Your main source of income in retirement is likely to switch from a salary to any pensions you are entitled to (such as private, occupational or state pensions) and income from any savings and investments you have.

Also, an increasing number of people now do some form of paid work in retirement. This can be working part-time or on an ad hoc basis to help boost their income.

Your retirement income might also be boosted by certain age-related state benefits such as Pension Credit if your income is low, the Winter Fuel Payment, a free bus pass, free NHS prescriptions and sight tests from age 60, and a free TV licence from age 75. 

Household bills

Your household bills are likely to increase if you spend more time at home. For example, your electricity and gas bills might go up if you have to keep your house warmer for longer periods. To make sure you're getting the best deal on your fuel bills see our guide on cutting energy bills

While your bills might go up, you might be able to make savings elsewhere. Not being at work may mean saving on expensive coffees, lunches out and work clothes.

More time on your hands might also mean you can do more around the home. When you were working you might have paid for help with cleaning, gardening, decorating and general maintenance. Once you are retired you might want to do more of these things yourself.

You can create your own budget in MoneyVista. In the Retirement area you can then go on to see how your budget might change in retirement.

Financial products

If you've been saving specifically for retirement you might now reduce or stop these contributions and reap the rewards. You might have paid off any mortgage on your home and you may no longer need certain insurance cover such as income protection.

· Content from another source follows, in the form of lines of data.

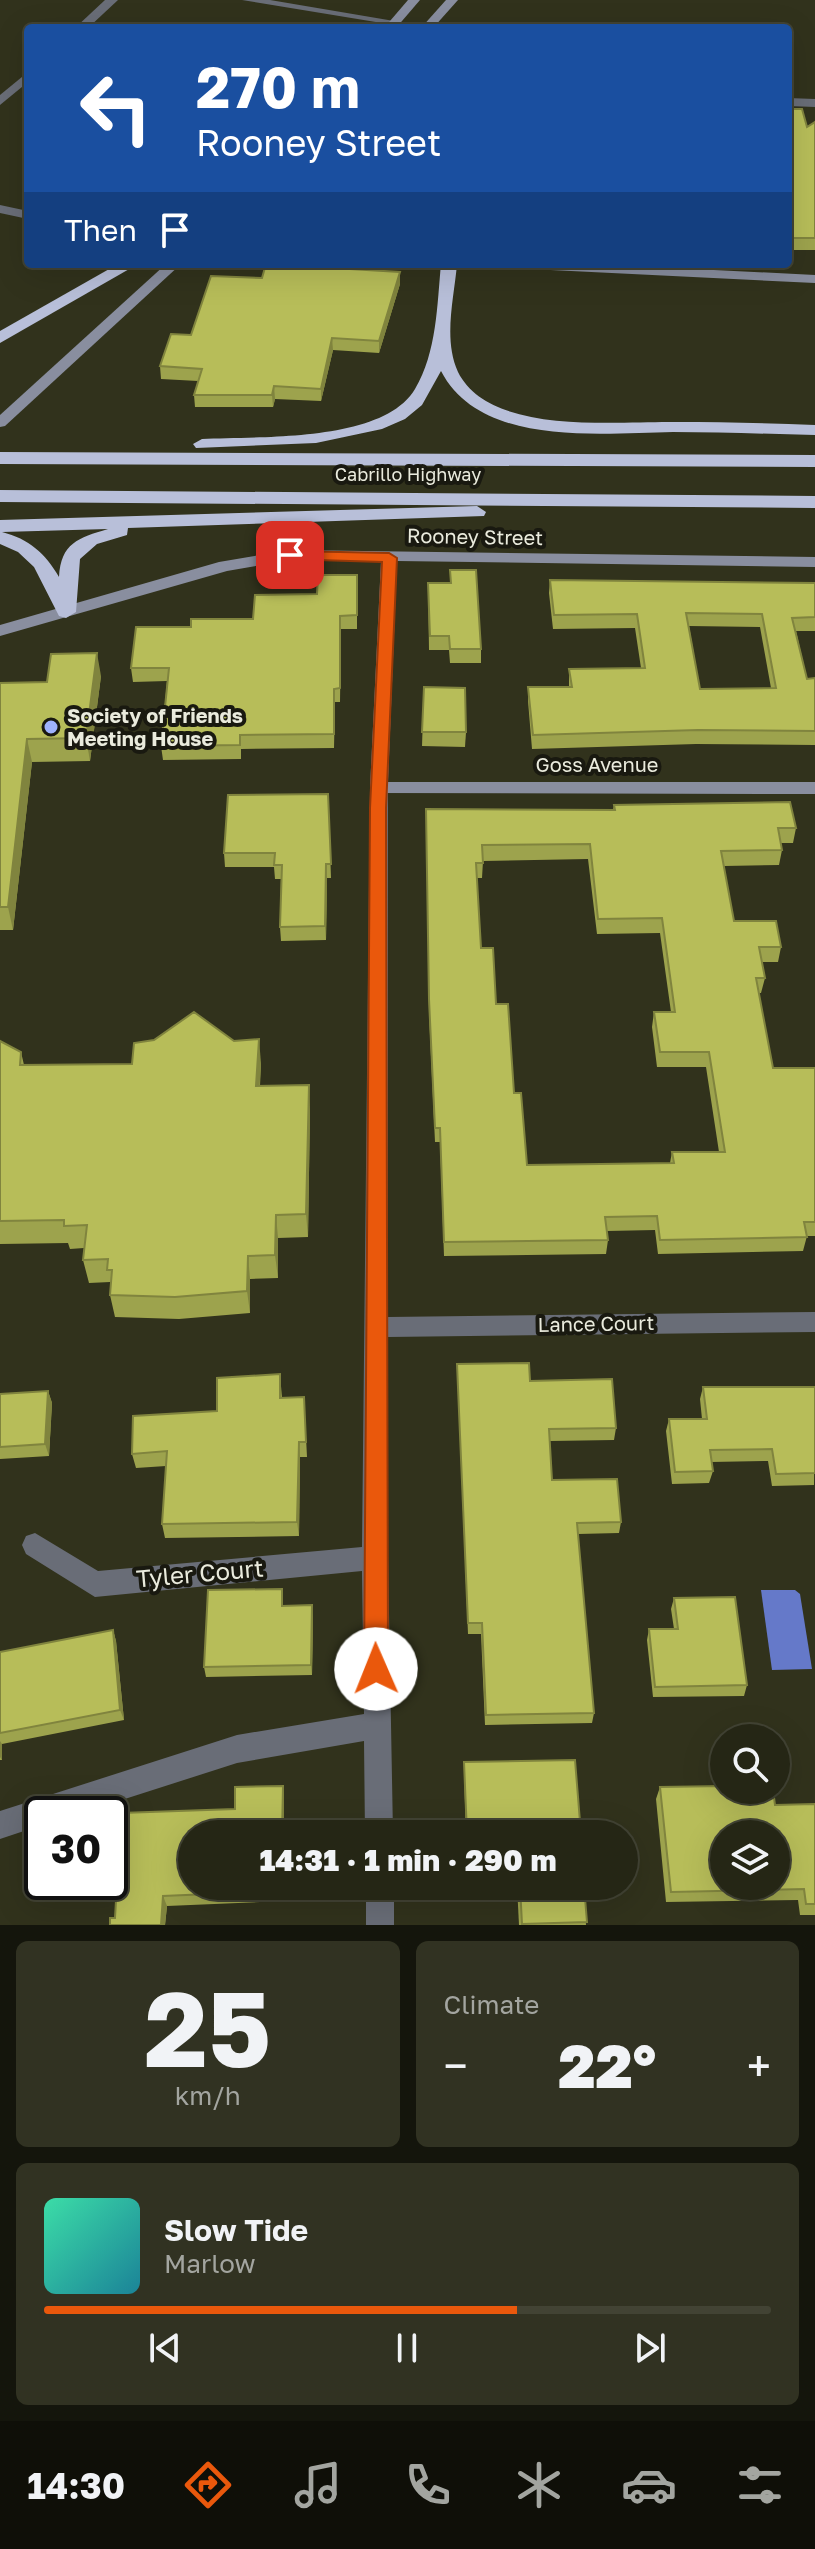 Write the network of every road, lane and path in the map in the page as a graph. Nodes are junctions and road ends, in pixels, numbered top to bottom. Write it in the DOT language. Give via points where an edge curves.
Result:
graph roads {
  1 [pos="112,0"];
  2 [pos="248,0"];
  3 [pos="414,0"];
  4 [pos="452,0"];
  5 [pos="85,24"];
  6 [pos="386,24"];
  7 [pos="393,24"];
  8 [pos="431,24"];
  9 [pos="24,80"];
  10 [pos="0,101"];
  11 [pos="792,102"];
  12 [pos="815,103"];
  13 [pos="0,209"];
  14 [pos="24,214"];
  15 [pos="123,268"];
  16 [pos="170,268"];
  17 [pos="449,268"];
  18 [pos="591,268"];
  19 [pos="815,279"];
  20 [pos="0,338"];
  21 [pos="440,344"];
  22 [pos="2,421"];
  23 [pos="815,430"];
  24 [pos="0,458"];
  25 [pos="815,461"];
  26 [pos="0,496"];
  27 [pos="641,500"];
  28 [pos="815,502"];
  29 [pos="230,520"];
  30 [pos="0,526"];
  31 [pos="0,537"];
  32 [pos="389,558"];
  33 [pos="815,562"];
  34 [pos="66,612"];
  35 [pos="0,631"];
  36 [pos="379,788"];
  37 [pos="815,788"];
  38 [pos="815,1322"];
  39 [pos="378,1327"];
  40 [pos="35,1545"];
  41 [pos="375,1558"];
  42 [pos="377,1725"];
  43 [pos="379,1820"];
  44 [pos="0,1825"];
  45 [pos="380,1900"];
  46 [pos="380,1925"];
  1 -- 5 [label="street"];
  2 -- 6 [label="street"];
  3 -- 7 [label="street"];
  4 -- 8 [label="street"];
  9 -- 10 [label="street"];
  11 -- 12 [label="street"];
  13 -- 14 [label="street"];
  15 -- 20 [label="highway"];
  16 -- 22 [label="street"];
  17 -- 21 [label="highway"];
  18 -- 19 [label="street"];
  21 -- 23 [label="highway" via="460,387 497,411 529,421 580,427"];
  21 -- 24 [label="highway" via="415,402 394,418 361,430"];
  24 -- 25 [label="highway, Cabrillo Highway"];
  26 -- 27 [label="highway, Cabrillo Highway"];
  27 -- 28 [label="highway, Cabrillo Highway"];
  27 -- 29 [label="highway"];
  29 -- 30 [label="highway"];
  29 -- 34 [label="highway" via="131,529 90,540 70,557"];
  31 -- 34 [label="highway" via="37,556"];
  32 -- 33 [label="street, Rooney Street"];
  32 -- 34 [label="street, Rooney Street" via="290,555 255,560"];
  32 -- 36 [label="street"];
  34 -- 35 [label="street, Rooney Street"];
  36 -- 37 [label="street, Goss Avenue"];
  36 -- 39 [label="street"];
  38 -- 39 [label="street, Lance Court"];
  39 -- 41 [label="street"];
  40 -- 41 [label="street, Tyler Court" via="95,1584"];
  41 -- 42 [label="street"];
  42 -- 43 [label="street"];
  42 -- 44 [label="street" via="237,1749"];
  45 -- 46 [label="street"];
}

But you're still likely to need some insurance such as for your home and car (if you have one). You might also want to replace any insurance you received as part of a benefits package at work such as life cover and health insurance.

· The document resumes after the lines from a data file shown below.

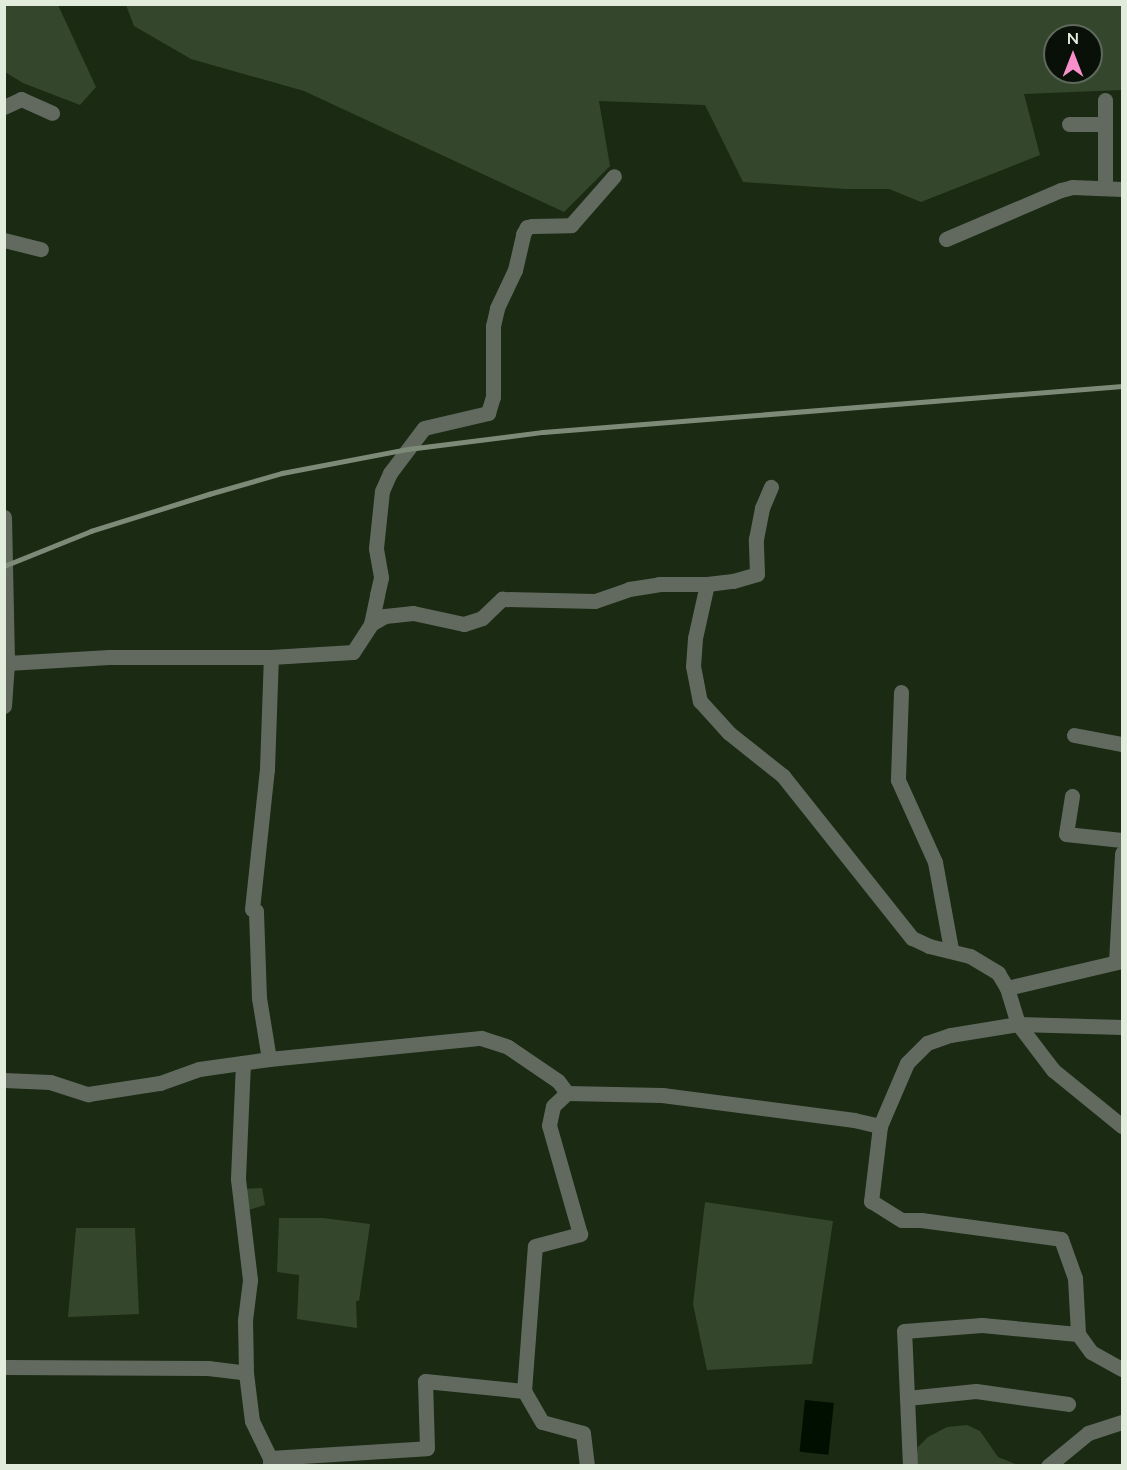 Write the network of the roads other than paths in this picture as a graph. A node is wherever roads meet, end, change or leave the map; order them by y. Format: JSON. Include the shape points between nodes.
{"nodes":[{"id":1,"x":1105,"y":100,"type":"dead end"},
{"id":2,"x":4,"y":107,"type":"edge"},
{"id":3,"x":52,"y":113,"type":"dead end"},
{"id":4,"x":1070,"y":124,"type":"dead end"},
{"id":5,"x":1105,"y":124,"type":"junction"},
{"id":6,"x":614,"y":176,"type":"dead end"},
{"id":7,"x":1105,"y":188,"type":"junction"},
{"id":8,"x":1122,"y":189,"type":"edge"},
{"id":9,"x":946,"y":239,"type":"dead end"},
{"id":10,"x":4,"y":240,"type":"edge"},
{"id":11,"x":42,"y":249,"type":"dead end"},
{"id":12,"x":771,"y":487,"type":"dead end"},
{"id":13,"x":4,"y":517,"type":"edge"},
{"id":14,"x":5,"y":536,"type":"edge"},
{"id":15,"x":707,"y":584,"type":"junction"},
{"id":16,"x":371,"y":624,"type":"junction"},
{"id":17,"x":271,"y":657,"type":"junction"},
{"id":18,"x":7,"y":663,"type":"junction"},
{"id":19,"x":901,"y":692,"type":"dead end"},
{"id":20,"x":4,"y":706,"type":"edge"},
{"id":21,"x":1074,"y":735,"type":"dead end"},
{"id":22,"x":1122,"y":744,"type":"edge"},
{"id":23,"x":1072,"y":796,"type":"dead end"},
{"id":24,"x":1122,"y":840,"type":"edge"},
{"id":25,"x":1122,"y":854,"type":"edge"},
{"id":26,"x":951,"y":949,"type":"junction"},
{"id":27,"x":1119,"y":961,"type":"edge"},
{"id":28,"x":1008,"y":988,"type":"junction"},
{"id":29,"x":1018,"y":1024,"type":"junction"},
{"id":30,"x":1122,"y":1027,"type":"edge"},
{"id":31,"x":269,"y":1059,"type":"junction"},
{"id":32,"x":243,"y":1063,"type":"junction"},
{"id":33,"x":4,"y":1080,"type":"edge"},
{"id":34,"x":567,"y":1093,"type":"junction"},
{"id":35,"x":880,"y":1126,"type":"junction"},
{"id":36,"x":1122,"y":1126,"type":"edge"},
{"id":37,"x":1078,"y":1334,"type":"junction"},
{"id":38,"x":4,"y":1367,"type":"edge"},
{"id":39,"x":1122,"y":1369,"type":"edge"},
{"id":40,"x":246,"y":1373,"type":"junction"},
{"id":41,"x":524,"y":1391,"type":"junction"},
{"id":42,"x":907,"y":1398,"type":"junction"},
{"id":43,"x":1068,"y":1404,"type":"dead end"},
{"id":44,"x":1122,"y":1422,"type":"edge"},
{"id":45,"x":270,"y":1462,"type":"edge"},
{"id":46,"x":587,"y":1466,"type":"edge"},
{"id":47,"x":909,"y":1466,"type":"edge"},
{"id":48,"x":1048,"y":1466,"type":"edge"}],
"edges":[{"from":1,"to":5,"type":"street"},
{"from":2,"to":3,"type":"street","via":[[21,99]]},
{"from":4,"to":5,"type":"street"},
{"from":5,"to":7,"type":"street"},
{"from":6,"to":16,"type":"street","via":[[571,225],[532,226],[523,234],[515,270],[493,326],[492,397],[488,413],[424,428],[390,473],[382,491],[376,548],[381,577]]},
{"from":7,"to":8,"type":"street"},
{"from":7,"to":9,"type":"street","via":[[1061,190]]},
{"from":10,"to":11,"type":"street"},
{"from":12,"to":15,"type":"street","via":[[756,539],[757,574]]},
{"from":13,"to":14,"type":"street"},
{"from":14,"to":18,"type":"street"},
{"from":15,"to":16,"type":"street","via":[[659,584],[595,601],[502,599],[482,618],[465,624],[412,613],[385,616]]},
{"from":15,"to":26,"type":"street","via":[[693,666],[700,701],[729,733],[783,776],[912,938],[929,946]]},
{"from":16,"to":17,"type":"street","via":[[353,652]]},
{"from":17,"to":18,"type":"street","via":[[109,657]]},
{"from":17,"to":31,"type":"street","via":[[267,769],[252,909],[256,911],[259,998]]},
{"from":18,"to":20,"type":"street"},
{"from":19,"to":26,"type":"street","via":[[898,780],[935,862]]},
{"from":21,"to":22,"type":"street"},
{"from":23,"to":24,"type":"street","via":[[1066,834]]},
{"from":25,"to":27,"type":"street"},
{"from":26,"to":28,"type":"street","via":[[998,973]]},
{"from":27,"to":28,"type":"street"},
{"from":28,"to":29,"type":"street"},
{"from":29,"to":30,"type":"street"},
{"from":29,"to":35,"type":"street","via":[[950,1035],[927,1043],[908,1063]]},
{"from":29,"to":36,"type":"street","via":[[1053,1070]]},
{"from":31,"to":32,"type":"street"},
{"from":31,"to":34,"type":"street","via":[[481,1038],[508,1047],[558,1082]]},
{"from":32,"to":33,"type":"street","via":[[199,1069],[160,1083],[88,1094],[50,1082]]},
{"from":32,"to":40,"type":"street","via":[[238,1179],[250,1280],[245,1320]]},
{"from":34,"to":35,"type":"street","via":[[662,1095]]},
{"from":34,"to":41,"type":"street","via":[[553,1106],[549,1125],[580,1234],[535,1246]]},
{"from":35,"to":37,"type":"street","via":[[871,1201],[902,1220],[1061,1239],[1075,1278]]},
{"from":37,"to":39,"type":"street","via":[[1091,1352]]},
{"from":37,"to":42,"type":"street","via":[[982,1325],[904,1331]]},
{"from":38,"to":40,"type":"street","via":[[208,1368]]},
{"from":40,"to":45,"type":"street","via":[[252,1421]]},
{"from":41,"to":45,"type":"street","via":[[425,1381],[427,1448]]},
{"from":41,"to":46,"type":"street","via":[[542,1422],[583,1433]]},
{"from":42,"to":43,"type":"street","via":[[975,1391]]},
{"from":42,"to":47,"type":"street"},
{"from":44,"to":48,"type":"street","via":[[1088,1433]]}]}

Some insurance cover may be cheaper as you get older such as home insurance. But others become more expensive such as car, life and private medical cover. And you may even have problems getting certain types of cover. For example, some of the most competitive travel insurance policies have an upper age limit of 65.

Some insurers specialise in insurance for older people but you need to compare their prices with other insurers as you might find a better deal elsewhere. 

Travel and motoring

Travel costs might go down if you no longer have to commute to work. But if you had a company car you may now want to replace this and you might have to arrange and pay for your own car insurance.

You might also find you use a car more often now that you have more free time. But if you use public transport you will be able to use your free bus pass. 


One of the biggest joys of retirement is having more time to pursue your hobbies and interests. Depending on what you enjoy doing you may find your spending on leisure pursuits increases. But many hobbies are free and there are often special deals for older people to help keep costs down.